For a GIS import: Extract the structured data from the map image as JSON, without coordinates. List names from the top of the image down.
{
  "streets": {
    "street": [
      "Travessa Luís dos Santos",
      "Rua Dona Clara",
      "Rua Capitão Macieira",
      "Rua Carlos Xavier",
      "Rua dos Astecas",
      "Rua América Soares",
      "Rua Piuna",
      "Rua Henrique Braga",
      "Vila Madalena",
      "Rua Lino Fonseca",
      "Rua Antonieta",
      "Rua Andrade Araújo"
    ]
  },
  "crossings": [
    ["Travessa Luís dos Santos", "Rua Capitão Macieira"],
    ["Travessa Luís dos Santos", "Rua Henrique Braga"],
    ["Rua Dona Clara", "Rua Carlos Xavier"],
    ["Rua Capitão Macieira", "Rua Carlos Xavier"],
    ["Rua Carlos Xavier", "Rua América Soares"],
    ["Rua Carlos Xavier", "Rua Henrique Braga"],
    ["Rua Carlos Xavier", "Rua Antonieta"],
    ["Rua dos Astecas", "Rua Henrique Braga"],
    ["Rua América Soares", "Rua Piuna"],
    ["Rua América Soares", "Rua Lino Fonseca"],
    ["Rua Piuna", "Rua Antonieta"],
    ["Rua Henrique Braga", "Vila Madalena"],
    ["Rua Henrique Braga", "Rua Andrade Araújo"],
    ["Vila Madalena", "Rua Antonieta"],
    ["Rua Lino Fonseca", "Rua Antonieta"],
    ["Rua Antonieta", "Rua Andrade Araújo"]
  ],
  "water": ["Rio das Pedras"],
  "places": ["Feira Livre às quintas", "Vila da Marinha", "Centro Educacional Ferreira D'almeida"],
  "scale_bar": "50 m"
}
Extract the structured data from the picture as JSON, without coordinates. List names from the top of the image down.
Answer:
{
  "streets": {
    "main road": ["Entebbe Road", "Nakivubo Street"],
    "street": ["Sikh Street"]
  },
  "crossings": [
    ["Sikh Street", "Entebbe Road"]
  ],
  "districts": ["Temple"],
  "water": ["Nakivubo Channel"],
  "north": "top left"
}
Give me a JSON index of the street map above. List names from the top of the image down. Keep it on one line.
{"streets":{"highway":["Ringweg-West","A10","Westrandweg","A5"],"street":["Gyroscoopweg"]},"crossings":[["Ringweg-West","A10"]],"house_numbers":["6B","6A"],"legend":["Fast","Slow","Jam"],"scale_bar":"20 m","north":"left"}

+-------+

» Problem requirements
Repeat every line of the data precisely.

» Finished exercise
For a GIS import: Extract the structured data from the map image as JSON, without coordinates. List names from the top of the image down.
{
  "streets": {
    "street": [
      "Travessa Luís dos Santos",
      "Rua Dona Clara",
      "Rua Capitão Macieira",
      "Rua Carlos Xavier",
      "Rua dos Astecas",
      "Rua América Soares",
      "Rua Piuna",
      "Rua Henrique Braga",
      "Vila Madalena",
      "Rua Lino Fonseca",
      "Rua Antonieta",
      "Rua Andrade Araújo"
    ]
  },
  "crossings": [
    ["Travessa Luís dos Santos", "Rua Capitão Macieira"],
    ["Travessa Luís dos Santos", "Rua Henrique Braga"],
    ["Rua Dona Clara", "Rua Carlos Xavier"],
    ["Rua Capitão Macieira", "Rua Carlos Xavier"],
    ["Rua Carlos Xavier", "Rua América Soares"],
    ["Rua Carlos Xavier", "Rua Henrique Braga"],
    ["Rua Carlos Xavier", "Rua Antonieta"],
    ["Rua dos Astecas", "Rua Henrique Braga"],
    ["Rua América Soares", "Rua Piuna"],
    ["Rua América Soares", "Rua Lino Fonseca"],
    ["Rua Piuna", "Rua Antonieta"],
    ["Rua Henrique Braga", "Vila Madalena"],
    ["Rua Henrique Braga", "Rua Andrade Araújo"],
    ["Vila Madalena", "Rua Antonieta"],
    ["Rua Lino Fonseca", "Rua Antonieta"],
    ["Rua Antonieta", "Rua Andrade Araújo"]
  ],
  "water": ["Rio das Pedras"],
  "places": ["Feira Livre às quintas", "Vila da Marinha", "Centro Educacional Ferreira D'almeida"],
  "scale_bar": "50 m"
}
Extract the structured data from the picture as JSON, without coordinates. List names from the top of the image down.
Answer:
{
  "streets": {
    "main road": ["Entebbe Road", "Nakivubo Street"],
    "street": ["Sikh Street"]
  },
  "crossings": [
    ["Sikh Street", "Entebbe Road"]
  ],
  "districts": ["Temple"],
  "water": ["Nakivubo Channel"],
  "north": "top left"
}
Give me a JSON index of the street map above. List names from the top of the image down. Keep it on one line.
{"streets":{"highway":["Ringweg-West","A10","Westrandweg","A5"],"street":["Gyroscoopweg"]},"crossings":[["Ringweg-West","A10"]],"house_numbers":["6B","6A"],"legend":["Fast","Slow","Jam"],"scale_bar":"20 m","north":"left"}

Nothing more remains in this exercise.